• _Instructions for the task_
Whenever a line in the records below holds the string "image", copy it out.

• _Raw data_
———

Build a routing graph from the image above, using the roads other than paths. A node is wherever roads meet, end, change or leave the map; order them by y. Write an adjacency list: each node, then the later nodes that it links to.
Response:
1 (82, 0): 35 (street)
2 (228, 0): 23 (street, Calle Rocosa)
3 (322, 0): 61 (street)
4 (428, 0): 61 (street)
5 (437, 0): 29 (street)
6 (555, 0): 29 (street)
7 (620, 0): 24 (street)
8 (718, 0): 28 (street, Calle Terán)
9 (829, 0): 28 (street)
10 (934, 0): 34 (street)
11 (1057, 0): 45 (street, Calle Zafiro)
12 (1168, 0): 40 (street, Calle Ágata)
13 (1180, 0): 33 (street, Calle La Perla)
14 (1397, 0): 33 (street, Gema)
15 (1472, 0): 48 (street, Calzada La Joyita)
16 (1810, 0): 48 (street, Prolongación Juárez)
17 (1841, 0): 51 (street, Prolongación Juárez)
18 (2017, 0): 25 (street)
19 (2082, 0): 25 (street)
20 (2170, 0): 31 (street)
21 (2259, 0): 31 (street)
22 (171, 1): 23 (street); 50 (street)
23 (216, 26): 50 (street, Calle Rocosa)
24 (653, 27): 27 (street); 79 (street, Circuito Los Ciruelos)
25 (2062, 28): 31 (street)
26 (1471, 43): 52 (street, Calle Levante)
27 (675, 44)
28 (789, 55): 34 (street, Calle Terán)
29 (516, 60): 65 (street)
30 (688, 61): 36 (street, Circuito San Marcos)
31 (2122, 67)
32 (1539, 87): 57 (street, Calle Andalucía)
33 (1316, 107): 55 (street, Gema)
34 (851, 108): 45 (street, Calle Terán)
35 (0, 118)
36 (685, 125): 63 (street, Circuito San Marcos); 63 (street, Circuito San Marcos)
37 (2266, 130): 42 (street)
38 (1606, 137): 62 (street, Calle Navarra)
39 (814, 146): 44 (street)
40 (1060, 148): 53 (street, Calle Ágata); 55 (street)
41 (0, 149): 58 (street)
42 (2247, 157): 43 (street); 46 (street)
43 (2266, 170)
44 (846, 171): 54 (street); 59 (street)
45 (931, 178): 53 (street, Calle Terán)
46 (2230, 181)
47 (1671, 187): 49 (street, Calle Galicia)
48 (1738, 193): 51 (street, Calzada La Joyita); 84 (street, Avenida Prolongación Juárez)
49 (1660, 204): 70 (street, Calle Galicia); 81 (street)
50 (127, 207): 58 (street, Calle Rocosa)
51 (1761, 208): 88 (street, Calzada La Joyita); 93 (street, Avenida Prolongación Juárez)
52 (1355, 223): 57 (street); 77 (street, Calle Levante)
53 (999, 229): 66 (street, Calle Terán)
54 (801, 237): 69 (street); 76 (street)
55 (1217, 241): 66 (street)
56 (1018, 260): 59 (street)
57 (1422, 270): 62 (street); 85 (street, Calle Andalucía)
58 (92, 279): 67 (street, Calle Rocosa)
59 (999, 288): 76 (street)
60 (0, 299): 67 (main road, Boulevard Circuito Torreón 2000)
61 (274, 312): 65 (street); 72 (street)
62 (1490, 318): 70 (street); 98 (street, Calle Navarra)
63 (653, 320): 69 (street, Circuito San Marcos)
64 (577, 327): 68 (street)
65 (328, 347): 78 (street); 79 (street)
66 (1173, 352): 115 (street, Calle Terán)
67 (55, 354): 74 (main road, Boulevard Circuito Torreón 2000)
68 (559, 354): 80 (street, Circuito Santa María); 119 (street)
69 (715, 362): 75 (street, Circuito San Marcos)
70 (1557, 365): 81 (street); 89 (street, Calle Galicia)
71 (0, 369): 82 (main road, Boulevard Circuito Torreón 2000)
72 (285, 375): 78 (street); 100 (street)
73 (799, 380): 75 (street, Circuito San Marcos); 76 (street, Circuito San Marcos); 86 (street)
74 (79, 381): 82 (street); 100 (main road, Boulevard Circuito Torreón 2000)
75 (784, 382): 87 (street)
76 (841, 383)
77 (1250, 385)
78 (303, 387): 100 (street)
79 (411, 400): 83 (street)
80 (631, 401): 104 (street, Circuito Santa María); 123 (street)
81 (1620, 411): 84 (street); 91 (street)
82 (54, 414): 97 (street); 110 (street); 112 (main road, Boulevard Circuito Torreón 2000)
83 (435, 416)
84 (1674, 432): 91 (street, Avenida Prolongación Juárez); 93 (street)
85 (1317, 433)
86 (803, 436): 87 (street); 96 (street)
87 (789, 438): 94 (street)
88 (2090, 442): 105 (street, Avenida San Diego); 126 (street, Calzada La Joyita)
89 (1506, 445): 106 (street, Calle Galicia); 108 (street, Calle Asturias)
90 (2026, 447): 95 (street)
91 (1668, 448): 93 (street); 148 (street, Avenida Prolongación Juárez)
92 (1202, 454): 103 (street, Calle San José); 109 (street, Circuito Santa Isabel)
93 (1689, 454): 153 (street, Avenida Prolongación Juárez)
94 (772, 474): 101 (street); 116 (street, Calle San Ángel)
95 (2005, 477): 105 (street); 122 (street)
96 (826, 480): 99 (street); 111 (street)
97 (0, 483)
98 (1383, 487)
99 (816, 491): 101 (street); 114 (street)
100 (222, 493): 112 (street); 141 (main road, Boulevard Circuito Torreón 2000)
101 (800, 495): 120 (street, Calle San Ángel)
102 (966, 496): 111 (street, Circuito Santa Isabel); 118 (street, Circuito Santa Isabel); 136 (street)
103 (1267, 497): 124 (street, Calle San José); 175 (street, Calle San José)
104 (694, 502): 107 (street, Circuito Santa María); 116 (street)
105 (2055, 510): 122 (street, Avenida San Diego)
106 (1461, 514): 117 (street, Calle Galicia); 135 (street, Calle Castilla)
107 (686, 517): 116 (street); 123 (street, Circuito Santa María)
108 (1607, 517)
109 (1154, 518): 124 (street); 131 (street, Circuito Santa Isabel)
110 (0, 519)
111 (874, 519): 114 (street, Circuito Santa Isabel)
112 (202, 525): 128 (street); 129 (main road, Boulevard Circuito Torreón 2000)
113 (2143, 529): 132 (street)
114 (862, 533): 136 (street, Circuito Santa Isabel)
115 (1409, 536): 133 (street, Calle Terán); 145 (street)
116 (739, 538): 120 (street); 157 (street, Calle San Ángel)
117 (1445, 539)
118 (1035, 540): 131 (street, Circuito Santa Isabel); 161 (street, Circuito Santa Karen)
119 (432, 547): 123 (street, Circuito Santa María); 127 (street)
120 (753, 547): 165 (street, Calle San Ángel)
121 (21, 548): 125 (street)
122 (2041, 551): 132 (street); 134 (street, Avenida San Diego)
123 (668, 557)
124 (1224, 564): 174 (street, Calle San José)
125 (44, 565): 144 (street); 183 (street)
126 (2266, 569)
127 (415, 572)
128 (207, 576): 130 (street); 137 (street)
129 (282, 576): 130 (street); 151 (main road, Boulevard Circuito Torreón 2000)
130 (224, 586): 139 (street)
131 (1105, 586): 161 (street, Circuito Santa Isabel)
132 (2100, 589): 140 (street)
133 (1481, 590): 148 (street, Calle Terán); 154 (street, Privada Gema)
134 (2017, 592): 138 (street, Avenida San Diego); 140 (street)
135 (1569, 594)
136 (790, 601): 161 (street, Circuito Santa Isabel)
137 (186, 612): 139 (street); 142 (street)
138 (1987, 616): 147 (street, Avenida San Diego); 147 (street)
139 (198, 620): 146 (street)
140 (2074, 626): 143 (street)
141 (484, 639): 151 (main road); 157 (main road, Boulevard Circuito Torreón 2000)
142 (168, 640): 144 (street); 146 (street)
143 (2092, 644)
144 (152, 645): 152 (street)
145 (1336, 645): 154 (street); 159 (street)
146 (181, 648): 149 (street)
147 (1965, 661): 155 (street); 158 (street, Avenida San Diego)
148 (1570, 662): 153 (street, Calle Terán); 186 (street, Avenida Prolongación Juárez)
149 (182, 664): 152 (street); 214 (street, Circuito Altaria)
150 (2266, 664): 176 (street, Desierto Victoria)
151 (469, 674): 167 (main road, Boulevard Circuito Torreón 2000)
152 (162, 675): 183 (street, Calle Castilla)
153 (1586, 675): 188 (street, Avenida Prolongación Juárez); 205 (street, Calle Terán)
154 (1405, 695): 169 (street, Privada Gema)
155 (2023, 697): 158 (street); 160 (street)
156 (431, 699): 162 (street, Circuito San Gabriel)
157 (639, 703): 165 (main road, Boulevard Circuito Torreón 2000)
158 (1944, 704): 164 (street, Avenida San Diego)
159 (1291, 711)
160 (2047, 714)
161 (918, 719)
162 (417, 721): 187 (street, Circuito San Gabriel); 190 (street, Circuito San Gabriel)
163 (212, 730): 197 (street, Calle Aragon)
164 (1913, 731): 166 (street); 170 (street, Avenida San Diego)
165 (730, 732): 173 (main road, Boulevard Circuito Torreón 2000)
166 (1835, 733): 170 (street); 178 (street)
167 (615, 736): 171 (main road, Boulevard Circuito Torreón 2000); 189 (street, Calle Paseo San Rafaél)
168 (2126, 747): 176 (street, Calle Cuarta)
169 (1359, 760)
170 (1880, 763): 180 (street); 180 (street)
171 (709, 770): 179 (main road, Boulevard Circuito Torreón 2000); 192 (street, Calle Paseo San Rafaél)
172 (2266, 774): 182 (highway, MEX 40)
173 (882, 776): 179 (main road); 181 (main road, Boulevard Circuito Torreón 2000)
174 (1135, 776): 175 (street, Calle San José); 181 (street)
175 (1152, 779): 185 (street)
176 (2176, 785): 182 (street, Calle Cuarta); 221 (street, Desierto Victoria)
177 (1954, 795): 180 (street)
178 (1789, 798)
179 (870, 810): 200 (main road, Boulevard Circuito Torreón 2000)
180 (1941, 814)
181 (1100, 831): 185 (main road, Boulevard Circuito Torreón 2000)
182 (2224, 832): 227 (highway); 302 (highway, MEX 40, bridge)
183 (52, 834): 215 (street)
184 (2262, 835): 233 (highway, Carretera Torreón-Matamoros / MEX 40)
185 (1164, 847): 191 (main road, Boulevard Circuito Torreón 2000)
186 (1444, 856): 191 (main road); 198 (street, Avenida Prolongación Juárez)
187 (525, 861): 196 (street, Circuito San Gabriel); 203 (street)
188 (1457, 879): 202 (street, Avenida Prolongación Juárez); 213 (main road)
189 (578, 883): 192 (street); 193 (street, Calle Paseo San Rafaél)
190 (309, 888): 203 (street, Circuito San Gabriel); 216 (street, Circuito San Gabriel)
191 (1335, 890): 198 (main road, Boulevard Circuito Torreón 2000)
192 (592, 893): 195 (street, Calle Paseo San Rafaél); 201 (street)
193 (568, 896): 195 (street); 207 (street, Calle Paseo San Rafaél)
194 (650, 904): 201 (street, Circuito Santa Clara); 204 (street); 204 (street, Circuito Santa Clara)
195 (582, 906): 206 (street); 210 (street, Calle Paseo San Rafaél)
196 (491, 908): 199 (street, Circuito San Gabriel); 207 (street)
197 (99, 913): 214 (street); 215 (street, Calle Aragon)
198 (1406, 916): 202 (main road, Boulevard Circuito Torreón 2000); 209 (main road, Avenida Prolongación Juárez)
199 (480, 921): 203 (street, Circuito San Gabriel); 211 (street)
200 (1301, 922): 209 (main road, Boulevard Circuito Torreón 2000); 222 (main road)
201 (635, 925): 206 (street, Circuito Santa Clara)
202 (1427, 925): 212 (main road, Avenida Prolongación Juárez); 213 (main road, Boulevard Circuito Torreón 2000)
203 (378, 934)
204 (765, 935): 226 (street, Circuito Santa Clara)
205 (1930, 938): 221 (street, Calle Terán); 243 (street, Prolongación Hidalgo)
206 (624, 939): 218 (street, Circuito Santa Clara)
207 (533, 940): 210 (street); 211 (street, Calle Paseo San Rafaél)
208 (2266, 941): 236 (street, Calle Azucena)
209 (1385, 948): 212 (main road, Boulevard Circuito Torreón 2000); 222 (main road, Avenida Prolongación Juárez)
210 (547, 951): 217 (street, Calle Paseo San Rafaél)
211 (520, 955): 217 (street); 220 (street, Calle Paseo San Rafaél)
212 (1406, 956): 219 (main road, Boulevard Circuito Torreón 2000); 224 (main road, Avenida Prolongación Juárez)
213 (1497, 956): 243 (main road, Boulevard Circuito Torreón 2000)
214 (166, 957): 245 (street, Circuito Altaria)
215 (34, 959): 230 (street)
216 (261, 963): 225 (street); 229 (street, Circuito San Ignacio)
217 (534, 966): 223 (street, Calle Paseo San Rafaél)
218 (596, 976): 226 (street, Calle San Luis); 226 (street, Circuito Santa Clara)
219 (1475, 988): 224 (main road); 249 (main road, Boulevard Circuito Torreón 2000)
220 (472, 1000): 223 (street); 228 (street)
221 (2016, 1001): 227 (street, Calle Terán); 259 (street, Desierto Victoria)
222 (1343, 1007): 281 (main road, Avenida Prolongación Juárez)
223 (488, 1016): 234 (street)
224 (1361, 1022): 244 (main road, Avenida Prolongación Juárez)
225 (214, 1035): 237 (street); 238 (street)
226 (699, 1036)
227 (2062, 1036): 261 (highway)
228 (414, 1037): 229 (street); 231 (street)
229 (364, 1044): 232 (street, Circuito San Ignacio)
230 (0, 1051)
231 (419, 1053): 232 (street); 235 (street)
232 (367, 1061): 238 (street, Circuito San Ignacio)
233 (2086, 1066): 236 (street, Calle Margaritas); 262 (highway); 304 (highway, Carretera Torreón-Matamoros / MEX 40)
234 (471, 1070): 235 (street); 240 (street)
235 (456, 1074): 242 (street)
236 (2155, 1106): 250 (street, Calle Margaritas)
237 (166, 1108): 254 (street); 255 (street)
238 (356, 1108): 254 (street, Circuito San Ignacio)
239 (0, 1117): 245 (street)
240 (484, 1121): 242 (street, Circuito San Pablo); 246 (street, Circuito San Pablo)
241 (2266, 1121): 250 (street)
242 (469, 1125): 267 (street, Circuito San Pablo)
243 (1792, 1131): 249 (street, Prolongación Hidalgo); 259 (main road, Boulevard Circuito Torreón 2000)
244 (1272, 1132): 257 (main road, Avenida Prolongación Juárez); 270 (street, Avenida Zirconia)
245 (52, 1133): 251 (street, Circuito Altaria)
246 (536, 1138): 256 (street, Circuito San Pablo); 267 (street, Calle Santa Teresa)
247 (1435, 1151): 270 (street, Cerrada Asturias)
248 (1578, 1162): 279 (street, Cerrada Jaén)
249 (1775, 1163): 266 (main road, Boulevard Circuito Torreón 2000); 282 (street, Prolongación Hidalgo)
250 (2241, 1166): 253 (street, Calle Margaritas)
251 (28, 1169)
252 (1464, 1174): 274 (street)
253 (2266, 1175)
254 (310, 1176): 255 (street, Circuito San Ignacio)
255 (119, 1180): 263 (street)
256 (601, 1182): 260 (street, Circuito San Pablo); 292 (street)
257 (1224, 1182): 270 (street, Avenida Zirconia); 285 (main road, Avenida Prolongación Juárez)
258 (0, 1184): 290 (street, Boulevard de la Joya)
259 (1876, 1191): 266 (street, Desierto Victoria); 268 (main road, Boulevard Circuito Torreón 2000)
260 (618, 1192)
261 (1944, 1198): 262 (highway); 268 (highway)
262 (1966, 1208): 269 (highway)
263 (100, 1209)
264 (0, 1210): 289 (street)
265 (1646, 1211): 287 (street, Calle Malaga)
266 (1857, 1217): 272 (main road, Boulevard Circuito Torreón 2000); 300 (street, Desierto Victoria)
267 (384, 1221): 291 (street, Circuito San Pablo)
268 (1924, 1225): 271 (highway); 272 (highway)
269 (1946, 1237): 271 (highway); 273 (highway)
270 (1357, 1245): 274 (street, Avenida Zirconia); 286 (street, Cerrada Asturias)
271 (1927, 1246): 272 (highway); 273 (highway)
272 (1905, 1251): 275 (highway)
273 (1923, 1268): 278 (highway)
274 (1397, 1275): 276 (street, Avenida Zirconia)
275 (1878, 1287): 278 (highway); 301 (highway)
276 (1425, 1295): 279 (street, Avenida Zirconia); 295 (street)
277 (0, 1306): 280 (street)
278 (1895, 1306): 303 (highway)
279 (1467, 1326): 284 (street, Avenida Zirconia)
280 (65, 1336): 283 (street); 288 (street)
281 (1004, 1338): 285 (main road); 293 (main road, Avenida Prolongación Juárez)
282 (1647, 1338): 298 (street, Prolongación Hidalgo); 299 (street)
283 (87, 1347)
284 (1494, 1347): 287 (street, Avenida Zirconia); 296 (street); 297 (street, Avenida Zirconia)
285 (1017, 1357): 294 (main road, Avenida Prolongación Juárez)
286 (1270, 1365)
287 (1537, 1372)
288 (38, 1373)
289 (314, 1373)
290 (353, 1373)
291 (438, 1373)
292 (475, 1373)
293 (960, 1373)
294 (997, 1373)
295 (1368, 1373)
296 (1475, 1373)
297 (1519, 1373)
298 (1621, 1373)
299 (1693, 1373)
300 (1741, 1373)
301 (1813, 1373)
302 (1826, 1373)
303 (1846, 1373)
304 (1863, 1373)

———

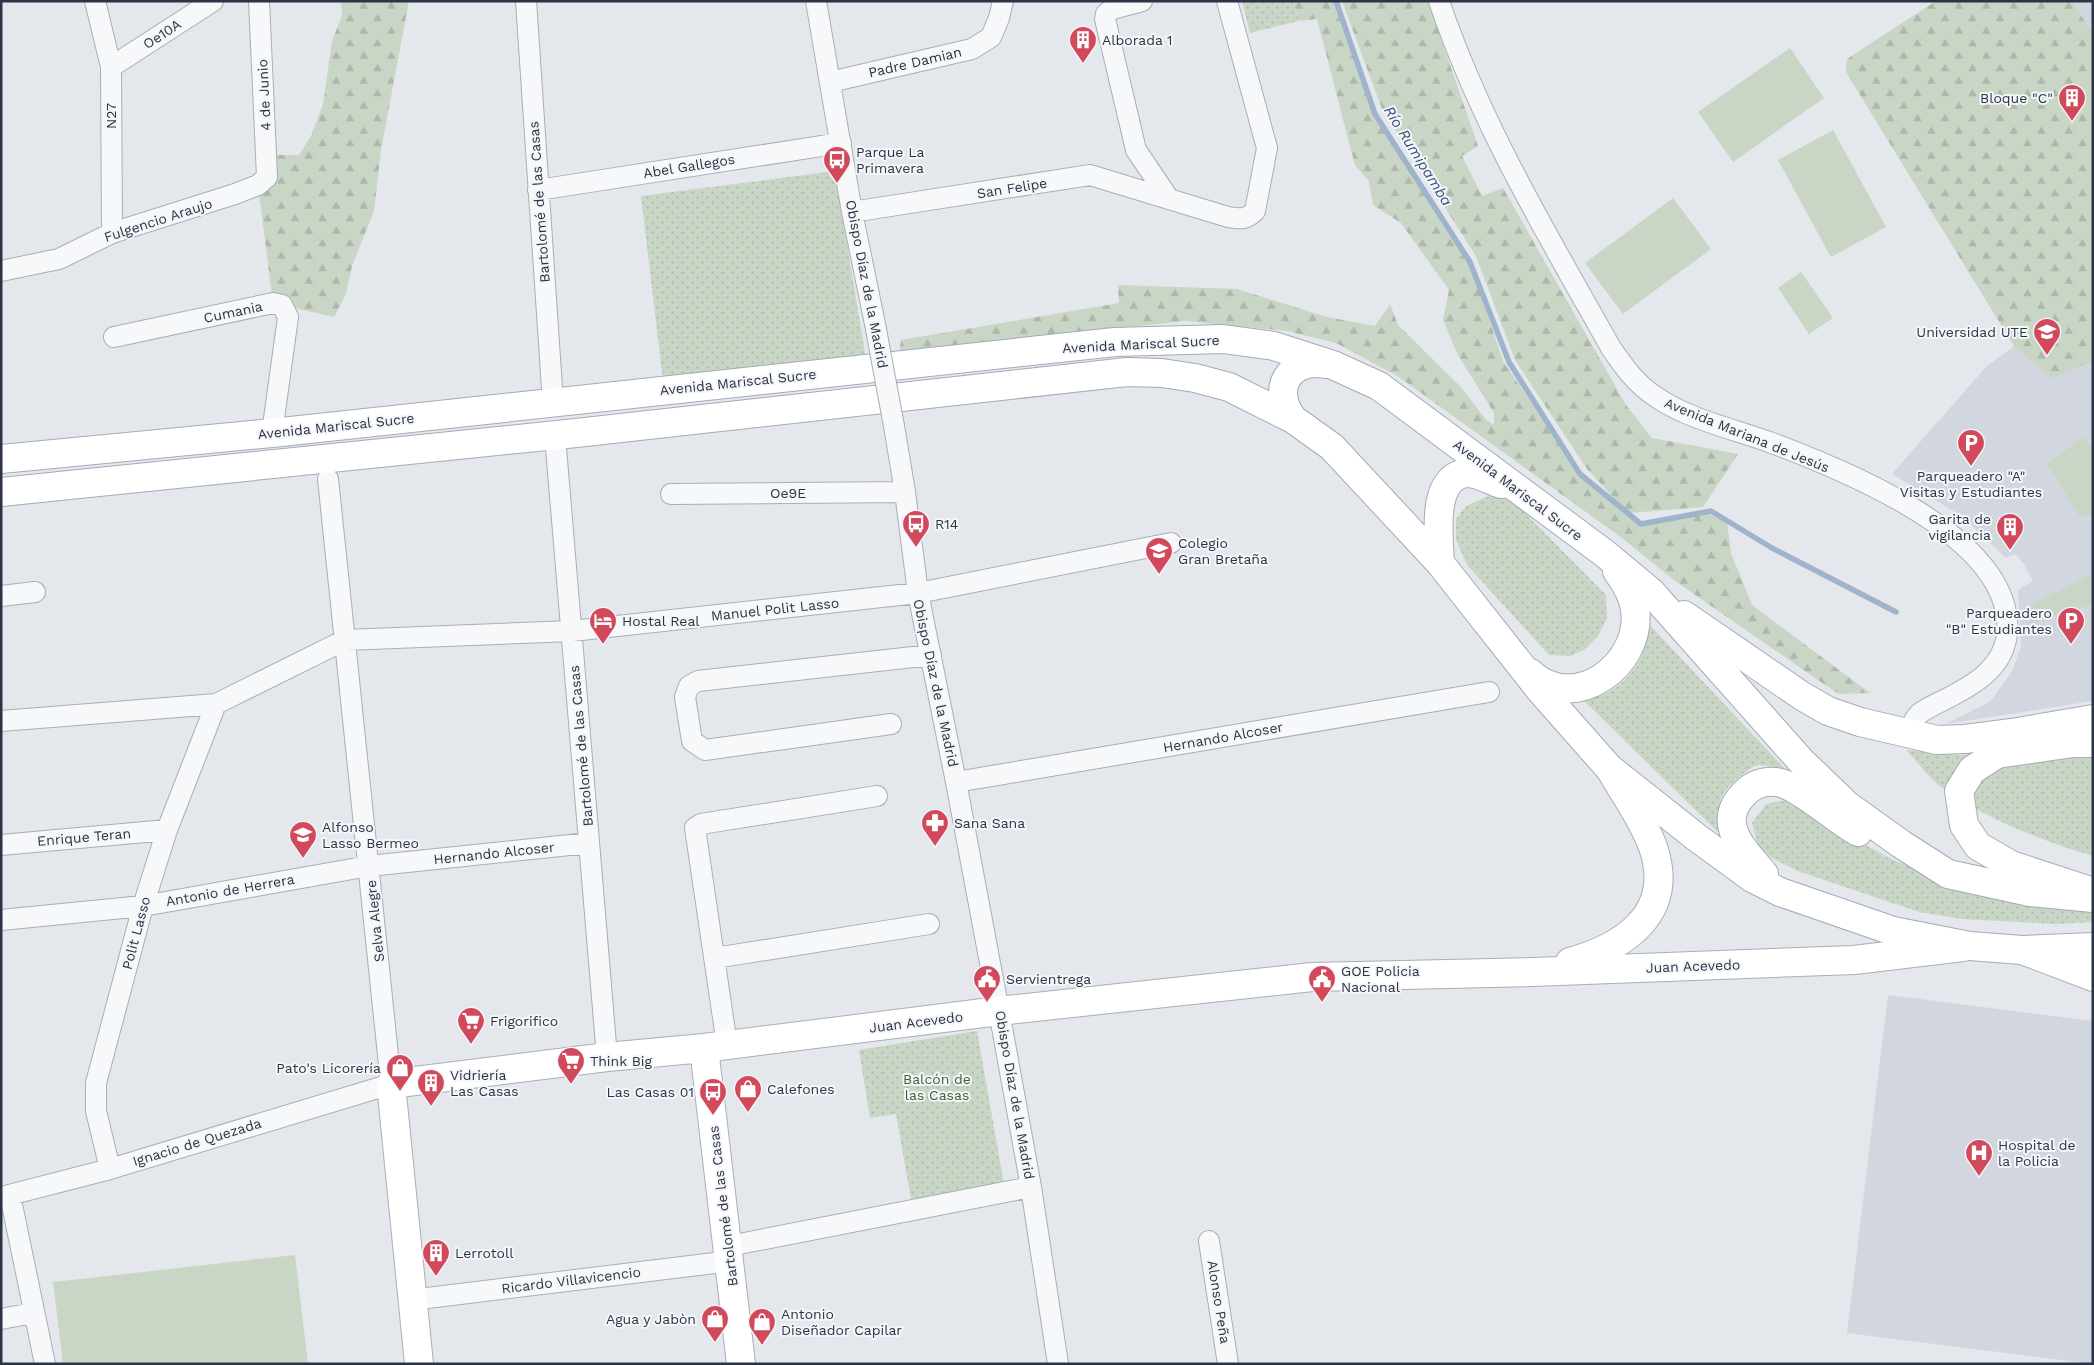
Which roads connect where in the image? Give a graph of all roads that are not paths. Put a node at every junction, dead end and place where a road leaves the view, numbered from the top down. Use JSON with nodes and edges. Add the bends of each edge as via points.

———

• _Exercise output_
Build a routing graph from the image above, using the roads other than paths. A node is wherever roads meet, end, change or leave the map; order them by y. Write an adjacency list: each node, then the later nodes that it links to.
Which roads connect where in the image? Give a graph of all roads that are not paths. Put a node at every junction, dead end and place where a road leaves the view, numbered from the top down. Use JSON with nodes and edges. Add the bends of each edge as via points.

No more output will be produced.